Civilians also continued to be among the main victims of the continuing conflict in Iraq, despite the reduction in the overall level of attacks and killings since early 2008. In late April, suicide bombers in Baghdad and Diyala province killed more than 200 people and the official death toll for the month was put at more than 350, including 290 civilians.

New reports of torture in previous years emerged. In Bahrain, it became clear that a group of young men arrested in late 2008 had been tortured while detained incommunicado by security officials. Following his release from Guantanamo, UK resident Binyam Mohamed was able to speak freely for the first time about his 2002 rendition to Morocco, and to give a detailed account of the torture and abuse he says he suffered under interrogation at a secret prison there. In April, video footage came to light showing  a member of Abu Dhabi’s ruling family committing a life-threatening assault on a man with the assistance of a uniformed police officer. The evidence suggested that the UAE authorities had been complicit in the attack, which apparently dated from 2004, and was alleged to have been one of a series of similar attacks. The same month, Amnesty International urged Egypt’s Interior Minister not to allow the reinstatement into the police of two officers who were released after serving prison terms for raping a male prisoner in their custody, filming the rape and circulating the film to cause him further degradation. 

Impunity

Impunity appeared to be further entrenched in Algeria when President Abdelaziz Bouteflika was re-elected to a third term of office in April, after the Constitution was changed to enable this. In his previous term, he was the architect of Algeria’s Charter for Peace and National Reconciliation, which effectively prevents the prosecution of those who orchestrated and committed crimes during the Algerian conflict of the 1990s, in which thousands of people were killed or disappeared, yet criminalizes those who persist in denouncing the security forces and calling for truth and justice. In Morocco and Western Sahara, families of people subjected to enforced disappearance during the reign of King Hassan II, who died in 1999, were still waiting to receive a detailed list of the cases of enforced disappearances investigated by the Truth and Reconciliations Commission – a body established by King Mohamed VI which completed its work at the end of 2005.

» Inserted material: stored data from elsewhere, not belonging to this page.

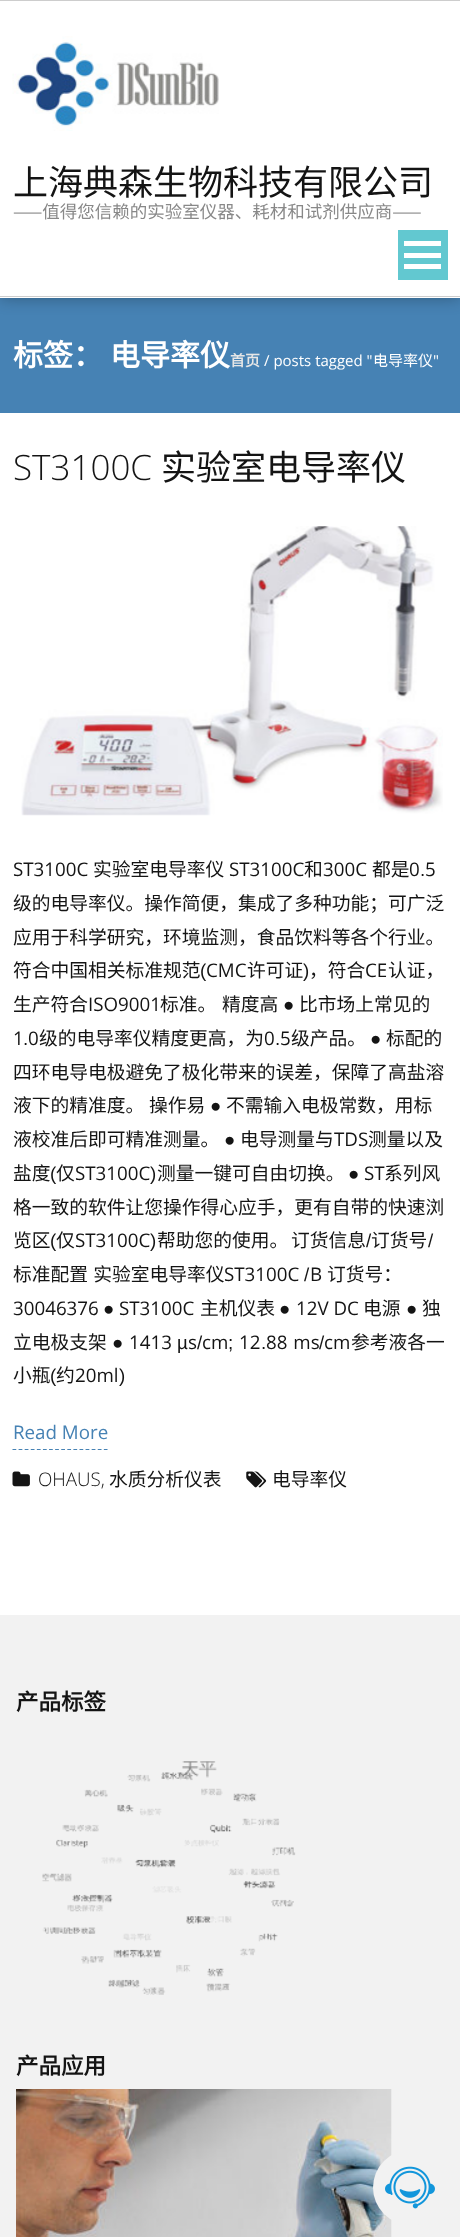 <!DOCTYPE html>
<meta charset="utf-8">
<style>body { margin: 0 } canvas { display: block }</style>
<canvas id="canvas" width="460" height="2237"></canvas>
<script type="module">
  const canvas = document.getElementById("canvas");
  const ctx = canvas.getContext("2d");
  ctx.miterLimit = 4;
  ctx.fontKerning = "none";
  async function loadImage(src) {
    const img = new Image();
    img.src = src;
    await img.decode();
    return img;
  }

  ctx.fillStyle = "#ffffff";
  ctx.fillRect(0, 0, 460, 2237);
  ctx.fillStyle = "#4682b4";
  ctx.fillRect(0, 298, 460, 115);
  ctx.save();
  ctx.beginPath();
  ctx.moveTo(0, 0);
  ctx.lineTo(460, 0);
  ctx.lineTo(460, 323);
  ctx.lineTo(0, 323);
  ctx.closePath();
  ctx.moveTo(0, 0);
  ctx.lineTo(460, 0);
  ctx.lineTo(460, 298);
  ctx.lineTo(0, 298);
  ctx.closePath();
  ctx.clip("evenodd");
  ctx.fillStyle = "rgba(0, 0, 0, 0.3)";
  ctx.filter = "blur(8px)";
  ctx.beginPath();
  ctx.rect(0, 0, 460, 298);
  ctx.fill();
  ctx.filter = "none";
  ctx.restore();
  ctx.fillStyle = "#cdcdcd";
  ctx.fillRect(0, 0, 460, 1);
  ctx.fillRect(0, 296, 460, 1);
  ctx.drawImage(await loadImage("img1.png"), 12, 36, 207, 95);
  ctx.font = "35px Noto Sans CJK SC";
  ctx.fillStyle = "#141414";
  ctx.fillText("上海典森生物科技有限公司", 13, 195);
  ctx.font = "17.5px Noto Sans CJK SC";
  ctx.fillStyle = "#888888";
  ctx.fillText("——值得您信赖的实验室仪器、耗材和试剂供应商——", 13, 218);
  ctx.fillStyle = "#62c8d0";
  ctx.fillRect(398, 230, 50, 50);
  ctx.fillStyle = "#ffffff";
  ctx.fillRect(404, 241, 37, 5);
  ctx.fillRect(404, 253, 37, 5);
  ctx.fillRect(404, 264, 37, 5);
  ctx.font = "bold 30px Noto Sans CJK SC";
  ctx.fillText("标签：", 13, 366);
  ctx.fillText("电导率仪", 110, 366);
  ctx.font = "bold 15px Noto Sans CJK SC";
  ctx.fillStyle = "#e6e6e6";
  ctx.fillText("首页", 230, 366);
  ctx.font = "15px Open Sans";
  ctx.fillStyle = "#ffffff";
  ctx.fillText("/ posts tagged \"", 264, 366);
  ctx.font = "15px Noto Sans CJK SC";
  ctx.fillText("电导率仪", 373, 366);
  ctx.font = "15px Open Sans";
  ctx.fillText("\"", 433, 366);
  ctx.font = "300 35px Open Sans";
  ctx.fillStyle = "#141414";
  ctx.fillText("ST3100C", 13, 480);
  ctx.font = "35px Noto Sans CJK SC";
  ctx.fillText("实验室电导率仪", 161, 480);
  ctx.drawImage(await loadImage("img2.png"), 21, 526, 422, 290);
  ctx.font = "18.75px Open Sans";
  ctx.fillText("ST3100C", 13, 876);
  ctx.font = "18.75px Noto Sans CJK SC";
  ctx.fillText("实验室电导率仪", 93, 876);
  ctx.font = "18.75px Open Sans";
  ctx.fillText("ST3100C", 229, 876);
  ctx.font = "18.75px Noto Sans CJK SC";
  ctx.fillText("和", 304, 876);
  ctx.font = "18.75px Open Sans";
  ctx.fillText("300C", 323, 876);
  ctx.font = "18.75px Noto Sans CJK SC";
  ctx.fillText("都是", 372, 876);
  ctx.font = "18.75px Open Sans";
  ctx.fillText("0", 409, 876);
  ctx.font = "18.75px Liberation Sans";
  ctx.fillText(".", 420, 876);
  ctx.font = "18.75px Open Sans";
  ctx.fillText("5", 425, 876);
  ctx.font = "18.75px Noto Sans CJK SC";
  ctx.fillText("级的电导率仪。操作简便，集成了多种功能；可广泛", 13, 910);
  ctx.fillText("应用于科学研究，环境监测，食品饮料等各个行业。", 13, 944);
  ctx.fillText("符合中国相关标准规范", 13, 977);
  ctx.font = "18.75px Liberation Sans";
  ctx.fillText("(", 200, 977);
  ctx.font = "18.75px Open Sans";
  ctx.fillText("CMC", 206, 977);
  ctx.font = "18.75px Noto Sans CJK SC";
  ctx.fillText("许可证", 247, 977);
  ctx.font = "18.75px Liberation Sans";
  ctx.fillText(")", 303, 977);
  ctx.font = "18.75px Noto Sans CJK SC";
  ctx.fillText("，符合", 309, 977);
  ctx.font = "18.75px Open Sans";
  ctx.fillText("CE", 365, 977);
  ctx.font = "18.75px Noto Sans CJK SC";
  ctx.fillText("认证，", 388, 977);
  ctx.fillText("生产符合", 13, 1011);
  ctx.font = "18.75px Open Sans";
  ctx.fillText("ISO9001", 88, 1011);
  ctx.font = "18.75px Noto Sans CJK SC";
  ctx.fillText("标准。", 160, 1011);
  ctx.fillText("精度高", 222, 1011);
  ctx.font = "18.75px Liberation Sans";
  ctx.fillText("●", 283, 1011);
  ctx.font = "18.75px Noto Sans CJK SC";
  ctx.fillText("比市场上常见的", 299, 1011);
  ctx.font = "18.75px Open Sans";
  ctx.fillText("1", 13, 1045);
  ctx.font = "18.75px Liberation Sans";
  ctx.fillText(".", 23, 1045);
  ctx.font = "18.75px Open Sans";
  ctx.fillText("0", 28, 1045);
  ctx.font = "18.75px Noto Sans CJK SC";
  ctx.fillText("级的电导率仪精度更高，为", 39, 1045);
  ctx.font = "18.75px Open Sans";
  ctx.fillText("0", 264, 1045);
  ctx.font = "18.75px Liberation Sans";
  ctx.fillText(".", 275, 1045);
  ctx.font = "18.75px Open Sans";
  ctx.fillText("5", 280, 1045);
  ctx.font = "18.75px Noto Sans CJK SC";
  ctx.fillText("级产品。", 291, 1045);
  ctx.font = "18.75px Liberation Sans";
  ctx.fillText("●", 370, 1045);
  ctx.font = "18.75px Noto Sans CJK SC";
  ctx.fillText("标配的", 386, 1045);
  ctx.fillText("四环电导电极避免了极化带来的误差，保障了高盐溶", 13, 1079);
  ctx.fillText("液下的精准度。", 13, 1112);
  ctx.fillText("操作易", 149, 1112);
  ctx.font = "18.75px Liberation Sans";
  ctx.fillText("●", 210, 1112);
  ctx.font = "18.75px Noto Sans CJK SC";
  ctx.fillText("不需输入电极常数，用标", 226, 1112);
  ctx.fillText("液校准后即可精准测量。", 13, 1146);
  ctx.font = "18.75px Liberation Sans";
  ctx.fillText("●", 224, 1146);
  ctx.font = "18.75px Noto Sans CJK SC";
  ctx.fillText("电导测量与", 240, 1146);
  ctx.font = "18.75px Open Sans";
  ctx.fillText("TDS", 334, 1146);
  ctx.font = "18.75px Noto Sans CJK SC";
  ctx.fillText("测量以及", 368, 1146);
  ctx.fillText("盐度", 13, 1180);
  ctx.font = "18.75px Liberation Sans";
  ctx.fillText("(", 50, 1180);
  ctx.font = "18.75px Noto Sans CJK SC";
  ctx.fillText("仅", 56, 1180);
  ctx.font = "18.75px Open Sans";
  ctx.fillText("ST3100C", 75, 1180);
  ctx.font = "18.75px Liberation Sans";
  ctx.fillText(")", 150, 1180);
  ctx.font = "18.75px Noto Sans CJK SC";
  ctx.fillText("测量一键可自由切换。", 157, 1180);
  ctx.font = "18.75px Liberation Sans";
  ctx.fillText("●", 348, 1180);
  ctx.font = "18.75px Open Sans";
  ctx.fillText("ST", 364, 1180);
  ctx.font = "18.75px Noto Sans CJK SC";
  ctx.fillText("系列风", 384, 1180);
  ctx.fillText("格一致的软件让您操作得心应手，更有自带的快速浏", 13, 1214);
  ctx.fillText("览区", 13, 1247);
  ctx.font = "18.75px Liberation Sans";
  ctx.fillText("(", 50, 1247);
  ctx.font = "18.75px Noto Sans CJK SC";
  ctx.fillText("仅", 56, 1247);
  ctx.font = "18.75px Open Sans";
  ctx.fillText("ST3100C", 75, 1247);
  ctx.font = "18.75px Liberation Sans";
  ctx.fillText(")", 150, 1247);
  ctx.font = "18.75px Noto Sans CJK SC";
  ctx.fillText("帮助您的使用。", 157, 1247);
  ctx.fillText("订货信息", 291, 1247);
  ctx.font = "18.75px Liberation Sans";
  ctx.fillText("/", 366, 1247);
  ctx.font = "18.75px Noto Sans CJK SC";
  ctx.fillText("订货号", 371, 1247);
  ctx.font = "18.75px Liberation Sans";
  ctx.fillText("/", 428, 1247);
  ctx.wordSpacing = "1px";
  ctx.font = "18.75px Noto Sans CJK SC";
  ctx.fillText("标准配置 实验室电导率仪", 13, 1281);
  ctx.wordSpacing = "0px";
  ctx.font = "18.75px Open Sans";
  ctx.fillText("ST3100C", 224, 1281);
  ctx.font = "18.75px Liberation Sans";
  ctx.fillText("/", 304, 1281);
  ctx.font = "18.75px Open Sans";
  ctx.fillText("B", 310, 1281);
  ctx.font = "18.75px Noto Sans CJK SC";
  ctx.fillText("订货号：", 327, 1281);
  ctx.font = "18.75px Open Sans";
  ctx.fillText("30046376", 13, 1315);
  ctx.font = "18.75px Liberation Sans";
  ctx.fillText("●", 103, 1315);
  ctx.font = "18.75px Open Sans";
  ctx.fillText("ST3100C", 119, 1315);
  ctx.font = "18.75px Noto Sans CJK SC";
  ctx.fillText("主机仪表", 200, 1315);
  ctx.font = "18.75px Liberation Sans";
  ctx.fillText("●", 279, 1315);
  ctx.font = "18.75px Open Sans";
  ctx.fillText("12V DC", 296, 1315);
  ctx.font = "18.75px Noto Sans CJK SC";
  ctx.fillText("电源", 363, 1315);
  ctx.font = "18.75px Liberation Sans";
  ctx.fillText("●", 406, 1315);
  ctx.font = "18.75px Noto Sans CJK SC";
  ctx.fillText("独", 422, 1315);
  ctx.fillText("立电极支架", 13, 1349);
  ctx.font = "18.75px Liberation Sans";
  ctx.fillText("●", 112, 1349);
  ctx.font = "18.75px Open Sans";
  ctx.fillText("1413", 129, 1349);
  ctx.font = "18.75px Liberation Sans";
  ctx.fillText("µ", 177, 1349);
  ctx.font = "18.75px Open Sans";
  ctx.fillText("s", 188, 1349);
  ctx.font = "18.75px Liberation Sans";
  ctx.fillText("/", 197, 1349);
  ctx.font = "18.75px Open Sans";
  ctx.fillText("cm", 202, 1349);
  ctx.font = "18.75px Liberation Sans";
  ctx.fillText(";", 228, 1349);
  ctx.font = "18.75px Open Sans";
  ctx.fillText("12", 239, 1349);
  ctx.font = "18.75px Liberation Sans";
  ctx.fillText(".", 261, 1349);
  ctx.wordSpacing = "1px";
  ctx.font = "18.75px Open Sans";
  ctx.fillText("88 ms", 266, 1349);
  ctx.wordSpacing = "0px";
  ctx.font = "18.75px Liberation Sans";
  ctx.fillText("/", 319, 1349);
  ctx.font = "18.75px Open Sans";
  ctx.fillText("cm", 324, 1349);
  ctx.font = "18.75px Noto Sans CJK SC";
  ctx.fillText("参考液各一", 351, 1349);
  ctx.fillText("小瓶", 13, 1382);
  ctx.font = "18.75px Liberation Sans";
  ctx.fillText("(", 50, 1382);
  ctx.font = "18.75px Noto Sans CJK SC";
  ctx.fillText("约", 56, 1382);
  ctx.font = "18.75px Open Sans";
  ctx.fillText("20ml", 75, 1382);
  ctx.font = "18.75px Liberation Sans";
  ctx.fillText(")", 119, 1382);
  ctx.beginPath();
  ctx.moveTo(12.5, 1449.5);
  ctx.lineTo(107.5, 1449.5);
  ctx.strokeStyle = "#4682b4";
  ctx.lineWidth = 1.2;
  ctx.setLineDash([3.75, 2.34]);
  ctx.stroke();
  ctx.font = "18.75px Open Sans";
  ctx.fillStyle = "#4682b4";
  ctx.fillText("Read More", 13, 1439);
  ctx.drawImage(await loadImage("img3.png"), 12, 1471, 18, 16);
  ctx.font = "300 18.75px Open Sans";
  ctx.fillStyle = "#141414";
  ctx.fillText("OHAUS,", 38, 1486);
  ctx.font = "18.75px Noto Sans CJK SC";
  ctx.fillText("水质分析仪表", 109, 1486);
  ctx.drawImage(await loadImage("img4.png"), 246, 1471, 21, 17);
  ctx.fillText("电导率仪", 272, 1486);
  ctx.fillStyle = "#f2f2f2";
  ctx.fillRect(0, 1615, 460, 622);
  ctx.font = "bold 22.5px Noto Sans CJK SC";
  ctx.fillStyle = "#141414";
  ctx.fillText("产品标签", 16, 1710);
  ctx.drawImage(await loadImage("img5.png"), 42, 1761, 254, 234);
  ctx.fillText("产品应用", 16, 2074);
  ctx.drawImage(await loadImage("img6.png"), 16, 2089, 376, 148);
  ctx.fillStyle = "#f2f2f2";
  ctx.beginPath();
  ctx.arc(410.5, 2187.5, 37.5, 0, Math.PI * 2);
  ctx.fill();
  ctx.drawImage(await loadImage("img7.png"), 385, 2166, 50, 43);
</script>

Lebanon too has a legacy of gross human rights abuses going back to the civil war years of 1975 to 1990. Thousands of people remain disappeared, including people who fell into the custody of Syrian forces, but up to now neither the Lebanese nor Syrian governments have shown any willingness to clarify their fate. Thousands of Syrians also remain disappeared. Such inquiries as have been mounted were not independent and failed to make public significant findings. Against this background, the establishment of the Special Tribunal for Lebanon at the beginning of March may prove to be particularly significant in tackling impunity. Created with the support of the UN Security Council, the Tribunal has jurisdiction to try those accused of killing former Lebanese Prime Minister Rafic Hariri in February 2005 and carrying out related attacks. Due to security concerns and in acknowledgement of the deficiencies of the Lebanese justice system, it sits in the vicinity of The Hague, in the Netherlands. 

Voice

In February, Iran marked the 30th anniversary of the Islamic revolution that ousted the last Shah. Continuing controversy about the Iranian government’s nuclear development programme added to the wider sense of insecurity in the region, particularly in the Gulf, while the first months of 2009 saw no let up in the scale of repression within the country. In the run-up to Presidential elections, the authorities continued to target women’s rights activists, members of ethnic and religious minorities and others who dared to speak out against the government or in support of human rights.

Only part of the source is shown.